● **Task brief**
Please go through the records below and return every line holding the word "CAMINO".

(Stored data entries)
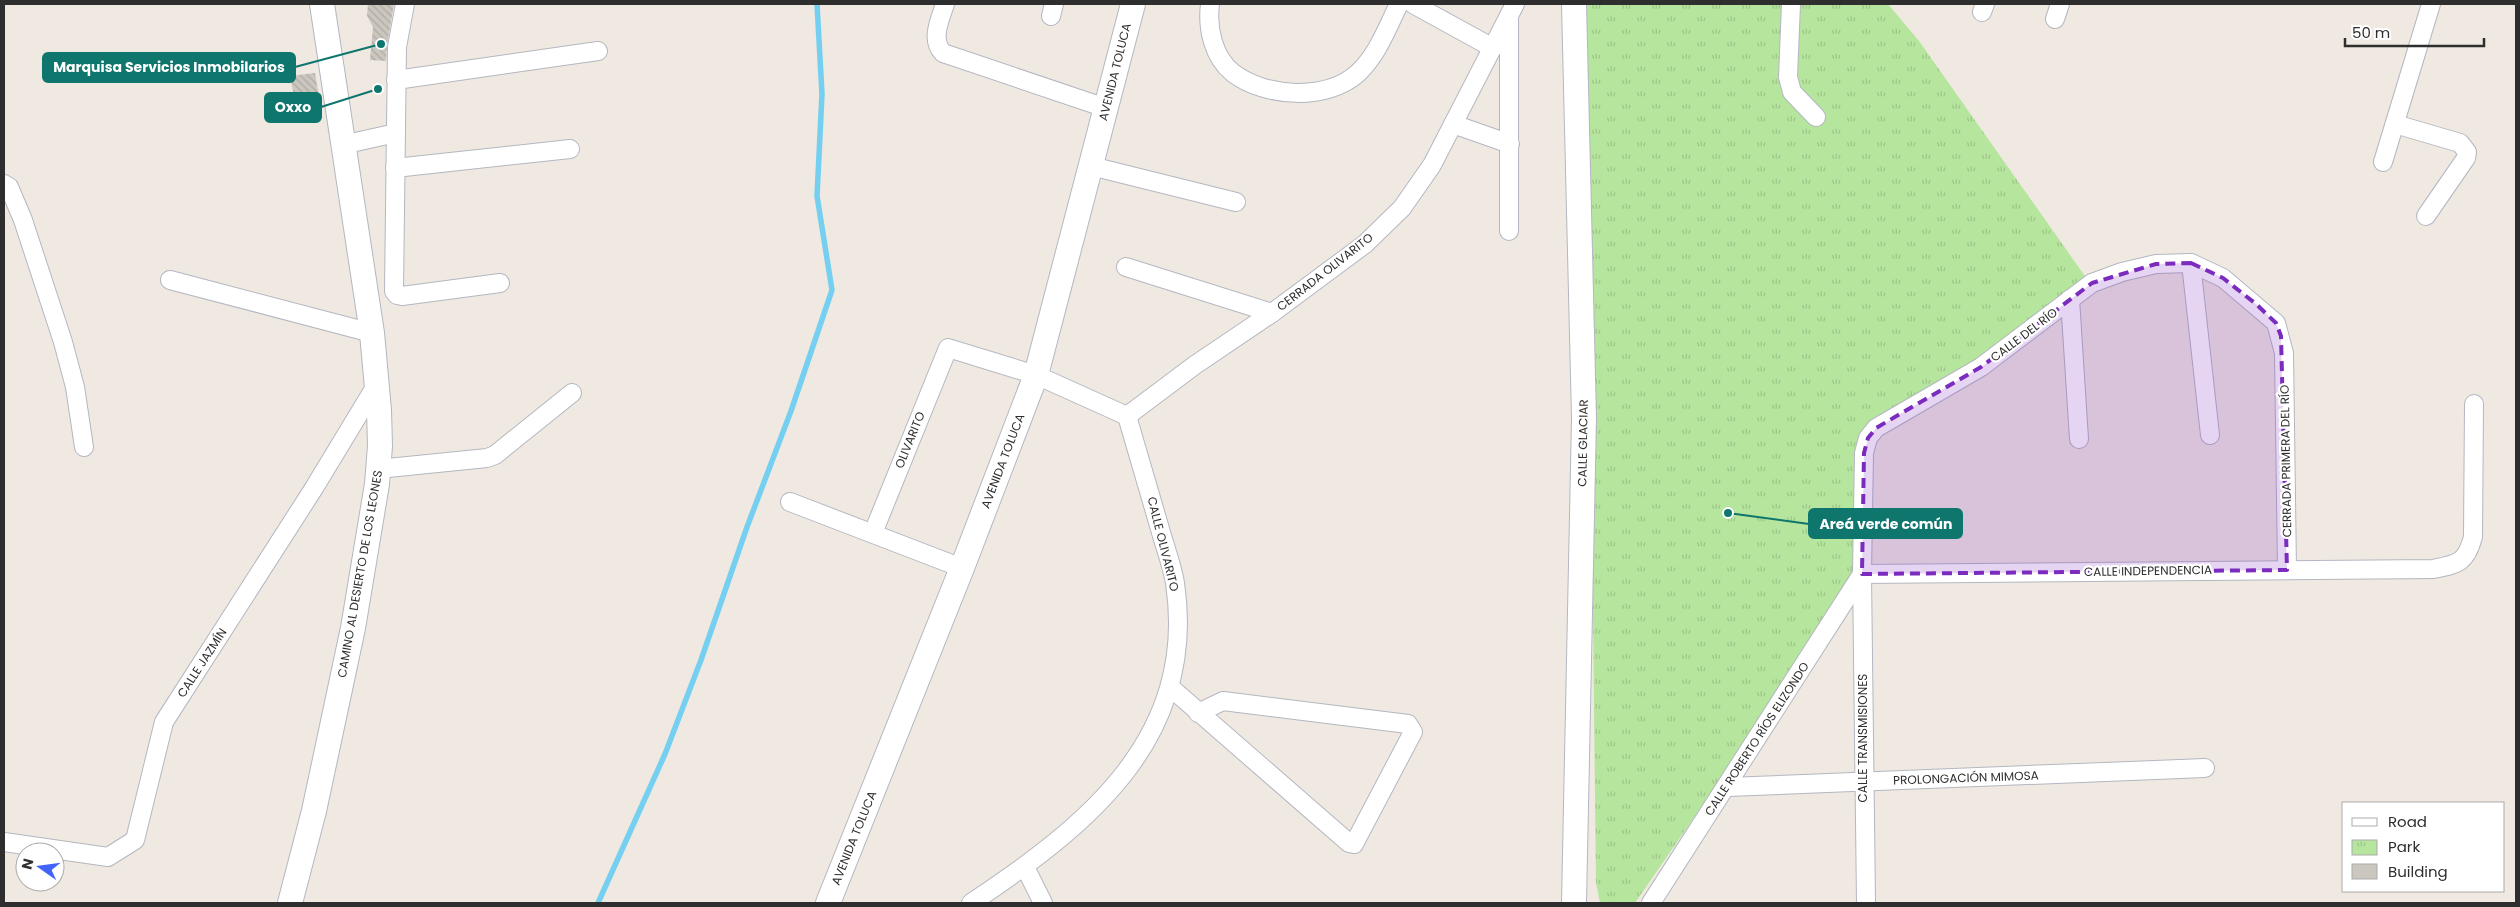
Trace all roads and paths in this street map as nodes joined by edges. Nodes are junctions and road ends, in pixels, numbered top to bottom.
1 (322, 4) edge
2 (405, 4) edge
3 (945, 4) edge
4 (1133, 4) edge
5 (1210, 4) edge
6 (1398, 4) edge
7 (1412, 4) edge
8 (1574, 4) edge
9 (1791, 4) edge
10 (2431, 4) edge
11 (1512, 10) edge
12 (1493, 48) junction
13 (598, 51) dead end
14 (396, 80) junction
15 (1106, 108) junction
16 (1816, 116) dead end
17 (1453, 124) junction
18 (2395, 124) junction
19 (396, 133) junction
20 (1510, 144) junction
21 (342, 145) junction
22 (570, 148) dead end
23 (2384, 162) dead end
24 (1091, 166) junction
25 (395, 168) junction
26 (4, 184) edge
27 (1236, 202) dead end
28 (2426, 216) dead end
29 (1509, 232) dead end
30 (2191, 263) junction
31 (1126, 267) dead end
32 (170, 280) dead end
33 (500, 283) dead end
34 (2070, 298) junction
35 (1272, 313) junction
36 (372, 333) junction
37 (2284, 353) joint
38 (1036, 375) junction
39 (377, 384) junction
40 (572, 393) dead end
41 (2474, 404) dead end
42 (1127, 416) junction
43 (2210, 435) dead end
44 (2079, 439) dead end
45 (84, 447) dead end
46 (378, 469) junction
47 (790, 502) dead end
48 (873, 533) junction
49 (962, 568) junction
50 (2287, 570) junction
51 (1862, 574) junction
52 (1170, 687) junction
53 (1198, 713) junction
54 (2205, 768) dead end
55 (1863, 782) junction
56 (1727, 787) junction
57 (4, 842) edge
58 (1025, 867) junction
59 (1576, 896) edge
60 (290, 903) edge
61 (828, 903) edge
62 (971, 903) edge
63 (1043, 903) edge
64 (1651, 903) edge
65 (1866, 903) edge

1 - 21 street, CAMINO AL DESIERTO DE LOS LEONES
2 - 14 street
3 - 15 street
4 - 15 street, AVENIDA TOLUCA
5 - 6 street
7 - 12 street
8 - 59 street, CALLE GLACIAR
9 - 16 street
10 - 18 street
11 - 12 street, CERRADA OLIVARITO
11 - 20 street
12 - 17 street, CERRADA OLIVARITO
13 - 14 street
14 - 19 street
15 - 24 street, AVENIDA TOLUCA
17 - 20 street
17 - 35 street, CERRADA OLIVARITO
18 - 23 street
18 - 28 street
19 - 21 street
19 - 25 street
20 - 29 street
21 - 36 street, CAMINO AL DESIERTO DE LOS LEONES
22 - 25 street
24 - 27 street
24 - 38 street, AVENIDA TOLUCA
25 - 33 street
26 - 45 street
30 - 34 street, CALLE DEL RÍO
30 - 37 street, CALLE DEL RÍO
30 - 43 street
31 - 35 street
32 - 36 street
34 - 44 street
34 - 51 street, CALLE DEL RÍO
35 - 42 street, CERRADA OLIVARITO
36 - 39 street, CAMINO AL DESIERTO DE LOS LEONES
37 - 50 street, CERRADA PRIMERA DEL RÍO
38 - 42 street
38 - 48 street, OLIVARITO
38 - 49 street, AVENIDA TOLUCA
39 - 46 street, CAMINO AL DESIERTO DE LOS LEONES
39 - 57 street, CALLE JAZMÍN
40 - 46 street
41 - 50 street, CALLE INDEPENDENCIA
42 - 52 street, CALLE OLIVARITO
46 - 60 street, CAMINO AL DESIERTO DE LOS LEONES
47 - 48 street
48 - 49 street
49 - 61 street, AVENIDA TOLUCA
50 - 51 street, CALLE INDEPENDENCIA
51 - 55 street, CALLE TRANSMISIONES
51 - 56 street, CALLE ROBERTO RÍOS ELIZONDO
52 - 53 street
52 - 58 street, CALLE OLIVARITO
53 - 53 street
54 - 55 street, PROLONGACIÓN MIMOSA
55 - 56 street, PROLONGACIÓN MIMOSA
55 - 65 street, CALLE TRANSMISIONES
56 - 64 street, CALLE ROBERTO RÍOS ELIZONDO
58 - 62 street, CALLE OLIVARITO
58 - 63 street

● **Your response**
1 - 21 street, CAMINO AL DESIERTO DE LOS LEONES
21 - 36 street, CAMINO AL DESIERTO DE LOS LEONES
36 - 39 street, CAMINO AL DESIERTO DE LOS LEONES
39 - 46 street, CAMINO AL DESIERTO DE LOS LEONES
46 - 60 street, CAMINO AL DESIERTO DE LOS LEONES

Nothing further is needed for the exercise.